Another option for those who want to leave behind a “digital legacy” for their loved ones is DeadSocial. DeadSocial is both a social media platform and a web service that offers resources for arranging funerals, planning your own funeral’s playlist and recording video wills. It also has an option for interacting with loved ones after you’ve passed on. Essentially, while still alive, you write and schedule messages on the DeadSocial platform that will be pushed to your social media accounts, either a public message to everyone on Facebook or a private one to someone specific, after your death. You may leave a message to appear on an anniversary or well wishes for loved ones on your own birthday.
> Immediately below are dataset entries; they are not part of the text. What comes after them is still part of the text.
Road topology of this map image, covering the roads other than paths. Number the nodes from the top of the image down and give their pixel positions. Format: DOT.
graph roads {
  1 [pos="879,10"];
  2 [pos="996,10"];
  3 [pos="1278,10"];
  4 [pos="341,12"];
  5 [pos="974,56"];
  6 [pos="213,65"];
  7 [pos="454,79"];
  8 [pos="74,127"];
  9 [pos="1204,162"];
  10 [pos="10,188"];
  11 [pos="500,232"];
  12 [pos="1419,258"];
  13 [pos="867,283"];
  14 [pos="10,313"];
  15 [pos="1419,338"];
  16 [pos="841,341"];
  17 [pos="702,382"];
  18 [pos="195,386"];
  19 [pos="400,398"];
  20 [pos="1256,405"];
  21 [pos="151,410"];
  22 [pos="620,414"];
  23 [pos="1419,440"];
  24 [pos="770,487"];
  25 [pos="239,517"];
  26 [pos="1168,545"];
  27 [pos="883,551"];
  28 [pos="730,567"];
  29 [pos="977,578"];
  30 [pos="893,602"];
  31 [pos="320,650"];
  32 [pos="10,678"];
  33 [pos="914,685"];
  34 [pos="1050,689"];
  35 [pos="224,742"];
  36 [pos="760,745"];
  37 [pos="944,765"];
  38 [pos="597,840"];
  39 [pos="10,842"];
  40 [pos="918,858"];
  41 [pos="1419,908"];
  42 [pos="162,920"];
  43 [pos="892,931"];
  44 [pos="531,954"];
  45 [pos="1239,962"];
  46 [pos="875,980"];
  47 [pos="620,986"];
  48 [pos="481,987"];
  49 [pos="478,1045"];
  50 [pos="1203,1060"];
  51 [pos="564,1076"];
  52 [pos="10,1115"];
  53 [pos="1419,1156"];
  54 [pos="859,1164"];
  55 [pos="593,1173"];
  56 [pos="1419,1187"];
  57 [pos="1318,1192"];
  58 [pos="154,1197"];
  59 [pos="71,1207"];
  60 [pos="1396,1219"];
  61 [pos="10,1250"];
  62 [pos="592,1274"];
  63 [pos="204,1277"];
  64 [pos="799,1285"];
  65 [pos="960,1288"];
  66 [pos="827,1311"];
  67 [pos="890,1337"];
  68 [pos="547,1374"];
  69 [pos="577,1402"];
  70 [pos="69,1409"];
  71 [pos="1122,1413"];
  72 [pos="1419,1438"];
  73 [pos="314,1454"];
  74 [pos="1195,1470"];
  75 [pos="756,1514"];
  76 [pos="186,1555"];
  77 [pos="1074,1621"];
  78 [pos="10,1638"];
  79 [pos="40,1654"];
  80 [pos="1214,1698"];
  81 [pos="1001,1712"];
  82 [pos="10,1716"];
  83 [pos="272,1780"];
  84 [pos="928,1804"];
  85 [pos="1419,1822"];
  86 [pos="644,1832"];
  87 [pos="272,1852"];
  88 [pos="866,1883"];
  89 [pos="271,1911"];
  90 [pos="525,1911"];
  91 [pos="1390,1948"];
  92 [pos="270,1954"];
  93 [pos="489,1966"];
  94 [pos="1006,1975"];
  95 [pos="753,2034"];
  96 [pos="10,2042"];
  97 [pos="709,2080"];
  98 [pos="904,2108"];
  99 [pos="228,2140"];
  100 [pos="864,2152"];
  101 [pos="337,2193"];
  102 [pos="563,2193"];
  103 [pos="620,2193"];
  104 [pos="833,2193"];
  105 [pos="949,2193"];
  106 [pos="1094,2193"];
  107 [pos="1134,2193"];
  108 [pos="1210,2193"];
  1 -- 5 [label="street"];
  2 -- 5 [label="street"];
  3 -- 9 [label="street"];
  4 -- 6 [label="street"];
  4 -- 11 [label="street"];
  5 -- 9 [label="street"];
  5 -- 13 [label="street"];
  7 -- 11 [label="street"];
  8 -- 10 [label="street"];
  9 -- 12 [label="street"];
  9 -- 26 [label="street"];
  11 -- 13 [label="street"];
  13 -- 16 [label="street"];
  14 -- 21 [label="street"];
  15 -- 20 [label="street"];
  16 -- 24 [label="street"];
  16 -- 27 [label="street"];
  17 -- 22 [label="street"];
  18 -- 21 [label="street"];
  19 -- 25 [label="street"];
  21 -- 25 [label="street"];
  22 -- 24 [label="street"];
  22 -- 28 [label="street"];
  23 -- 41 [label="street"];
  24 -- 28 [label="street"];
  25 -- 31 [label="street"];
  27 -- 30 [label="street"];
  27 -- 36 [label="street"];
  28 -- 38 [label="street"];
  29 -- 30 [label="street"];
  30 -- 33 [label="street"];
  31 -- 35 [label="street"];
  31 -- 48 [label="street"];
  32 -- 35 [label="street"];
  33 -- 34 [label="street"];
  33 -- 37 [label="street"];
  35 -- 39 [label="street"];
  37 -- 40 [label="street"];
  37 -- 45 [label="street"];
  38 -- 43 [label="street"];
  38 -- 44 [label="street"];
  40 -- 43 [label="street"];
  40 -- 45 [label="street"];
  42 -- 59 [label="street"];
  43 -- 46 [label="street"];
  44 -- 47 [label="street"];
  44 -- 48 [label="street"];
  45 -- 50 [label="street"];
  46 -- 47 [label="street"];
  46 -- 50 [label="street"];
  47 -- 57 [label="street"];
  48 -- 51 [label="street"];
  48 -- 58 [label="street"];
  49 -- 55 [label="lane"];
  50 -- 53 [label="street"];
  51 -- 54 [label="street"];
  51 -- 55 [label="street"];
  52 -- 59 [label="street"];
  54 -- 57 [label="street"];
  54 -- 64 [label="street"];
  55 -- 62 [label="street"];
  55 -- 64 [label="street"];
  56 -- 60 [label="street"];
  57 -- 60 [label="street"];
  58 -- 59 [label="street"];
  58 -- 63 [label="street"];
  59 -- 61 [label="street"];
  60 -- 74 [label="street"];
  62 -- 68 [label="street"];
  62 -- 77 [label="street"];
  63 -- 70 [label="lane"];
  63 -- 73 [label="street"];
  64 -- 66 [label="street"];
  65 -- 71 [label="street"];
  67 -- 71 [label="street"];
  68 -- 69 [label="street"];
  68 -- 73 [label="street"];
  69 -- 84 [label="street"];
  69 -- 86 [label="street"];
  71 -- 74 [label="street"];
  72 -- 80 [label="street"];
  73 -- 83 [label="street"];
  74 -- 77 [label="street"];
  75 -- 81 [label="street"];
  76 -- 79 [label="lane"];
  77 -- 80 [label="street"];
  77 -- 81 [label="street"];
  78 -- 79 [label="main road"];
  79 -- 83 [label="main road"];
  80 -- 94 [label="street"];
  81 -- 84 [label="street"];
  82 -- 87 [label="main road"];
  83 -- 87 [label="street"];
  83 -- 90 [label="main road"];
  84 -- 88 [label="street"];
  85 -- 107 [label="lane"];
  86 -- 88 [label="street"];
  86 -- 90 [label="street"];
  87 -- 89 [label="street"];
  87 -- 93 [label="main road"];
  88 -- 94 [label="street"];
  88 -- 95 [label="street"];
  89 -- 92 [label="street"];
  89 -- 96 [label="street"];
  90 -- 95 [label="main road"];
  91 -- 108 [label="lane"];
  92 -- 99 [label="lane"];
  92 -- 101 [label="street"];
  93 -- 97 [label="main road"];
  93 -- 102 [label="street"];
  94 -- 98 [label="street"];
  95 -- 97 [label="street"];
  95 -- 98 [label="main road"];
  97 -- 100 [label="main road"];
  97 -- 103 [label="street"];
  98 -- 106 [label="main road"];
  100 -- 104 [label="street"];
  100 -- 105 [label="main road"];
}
Leaving messages for your loved ones after you’ve died seems reasonable. After all, you want them to do what they must to move on. Annie Mary Todd agreed to be captured in the “Last Portrait” before her passing, for example. But, digital eternity isn’t about moving on. It’s about holding on. And as explored in both “Transcendence” and “Be Right Back” that can be many times more painful than letting someone go. When we digitize and thus, deflect and defer grief via online avatars, we run the risk of losing the skill of letting go gracefully and learning to build ourselves up again after loss. There’s a cost to every advancement in technology and this may be one of the greatest.

It may be unsettling, but it’s important to realize that for any heavy social media user, you’re already leaving behind a digital legacy sourced from social media profiles. The likes, dislikes, memes and inside jokes left behind may not be uploaded into a perfect online replica, but it’s still out there to be accessed by future generations.

How you choose to grieve is up to you but at least, in the digital age, we have more options than ever in history to find solace after someone’s death. And how to prepare for our own.